## Extracted records
**********

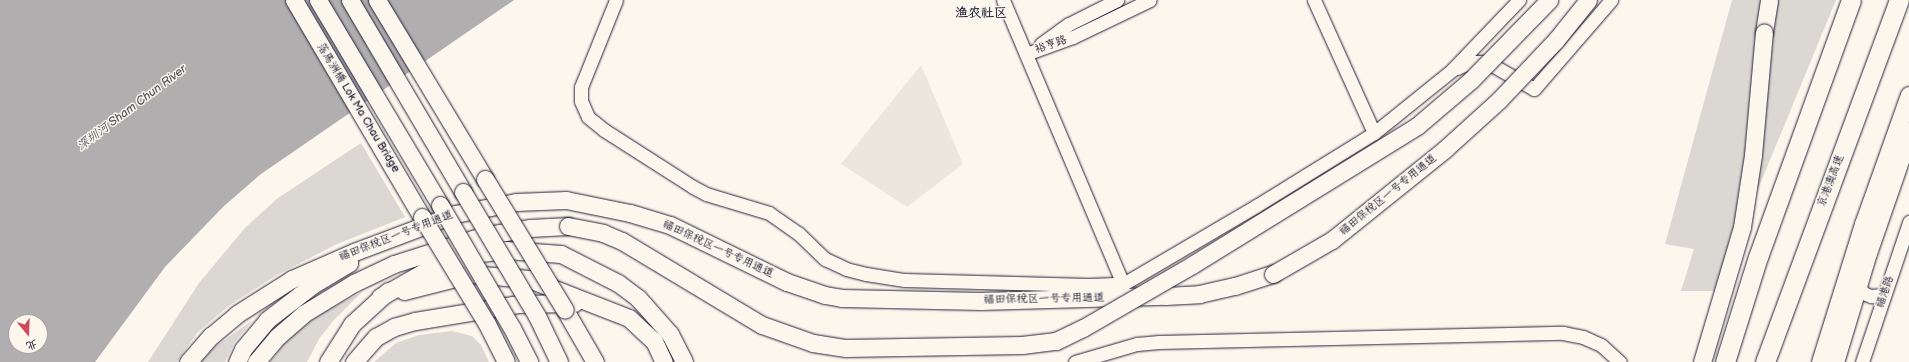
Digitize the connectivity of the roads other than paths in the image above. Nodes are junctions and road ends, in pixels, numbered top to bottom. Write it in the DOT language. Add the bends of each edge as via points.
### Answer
graph roads {
  1 [pos="294,0"];
  2 [pos="318,0"];
  3 [pos="350,0"];
  4 [pos="377,0"];
  5 [pos="616,0"];
  6 [pos="1002,0"];
  7 [pos="1117,0"];
  8 [pos="1150,0"];
  9 [pos="1314,0"];
  10 [pos="1519,0"];
  11 [pos="1549,0"];
  12 [pos="1588,0"];
  13 [pos="1611,0"];
  14 [pos="1769,0"];
  15 [pos="1851,0"];
  16 [pos="1899,0"];
  17 [pos="1026,54"];
  18 [pos="1452,70"];
  19 [pos="1909,95"];
  20 [pos="1374,132"];
  21 [pos="1909,132"];
  22 [pos="1909,222"];
  23 [pos="409,230"];
  24 [pos="463,241"];
  25 [pos="1758,257"];
  26 [pos="1123,284"];
  27 [pos="1858,284"];
  28 [pos="1883,295"];
  29 [pos="380,297"];
  30 [pos="565,310"];
  31 [pos="613,310"];
  32 [pos="188,362"];
  33 [pos="237,362"];
  34 [pos="256,362"];
  35 [pos="328,362"];
  36 [pos="354,362"];
  37 [pos="506,362"];
  38 [pos="529,362"];
  39 [pos="559,362"];
  40 [pos="586,362"];
  41 [pos="595,362"];
  42 [pos="664,362"];
  43 [pos="684,362"];
  44 [pos="1075,362"];
  45 [pos="1620,362"];
  46 [pos="1702,362"];
  47 [pos="1714,362"];
  48 [pos="1725,362"];
  49 [pos="1765,362"];
  50 [pos="1820,362"];
  51 [pos="1834,362"];
  52 [pos="1862,362"];
  1 -- 37 [label="main road, 落馬洲橋 Lok Ma Chau Bridge, bridge" via="487,324"];
  2 -- 38 [label="main road, 落馬洲橋 Lok Ma Chau Bridge, bridge" via="512,328"];
  3 -- 39 [label="main road, bridge" via="537,316"];
  4 -- 30 [label="main road, bridge"];
  5 -- 26 [label="street" via="581,87 581,102 588,117 604,130 693,187 706,194 769,213 798,233 825,259 866,274 905,280 993,284"];
  6 -- 17 [label="street"];
  7 -- 17 [label="street, 裕亨路" via="1069,24"];
  8 -- 17 [label="street, 裕亨路" via="1073,37"];
  9 -- 20 [label="street"];
  10 -- 18 [label="street"];
  11 -- 24 [label="main road, 福田保税区一号专用通道, bridge" via="1471,80 1411,131 1192,265 1056,341 1022,345 846,348 813,343 779,332 743,315 622,241 603,233 568,226 530,228"];
  12 -- 23 [label="main road, 福田保税区一号专用通道, bridge" via="1556,40 1504,95 1445,149 1332,240 1273,274 1199,294 981,301 842,298 808,290 670,225 630,213 566,200 490,205"];
  13 -- 18 [label="street" via="1534,89 1487,62 1471,62"];
  14 -- 46 [label="main road, bridge" via="1753,155 1742,227"];
  15 -- 25 [label="highway, bridge"];
  16 -- 49 [label="highway, 京港澳高速" via="1778,320"];
  17 -- 26 [label="street"];
  18 -- 20 [label="street"];
  19 -- 50 [label="main road" via="1863,224"];
  20 -- 26 [label="street" via="1256,206"];
  21 -- 27 [label="highway"];
  22 -- 28 [label="street, 福港路"];
  23 -- 32 [label="main road, 福田保税区一号专用通道" via="292,279 264,295 211,336"];
  23 -- 33 [label="main road" via="348,263 288,304 256,332"];
  24 -- 29 [label="main road" via="421,265"];
  24 -- 34 [label="main road" via="417,255 372,273 304,314 277,336"];
  25 -- 47 [label="highway, bridge"];
  25 -- 48 [label="highway, bridge"];
  27 -- 28 [label="street" via="1862,293 1871,296"];
  27 -- 51 [label="highway"];
  28 -- 52 [label="street, 福港路"];
  29 -- 31 [label="main road" via="471,274 529,279"];
  29 -- 35 [label="main road" via="352,324"];
  29 -- 43 [label="main road" via="429,270 475,255 506,250 561,254 612,280 638,298 670,334"];
  30 -- 40 [label="main road"];
  30 -- 41 [label="main road"];
  31 -- 36 [label="main road" via="549,302 433,317 394,327 376,338"];
  31 -- 42 [label="main road" via="642,328 654,341"];
  44 -- 45 [label="street" via="1137,344 1159,342 1563,333 1583,337 1600,345"];
}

**********

## Work order
Looking at the data above, give the number of lines that include "Chau"; add nothing else.

## Expected answer
2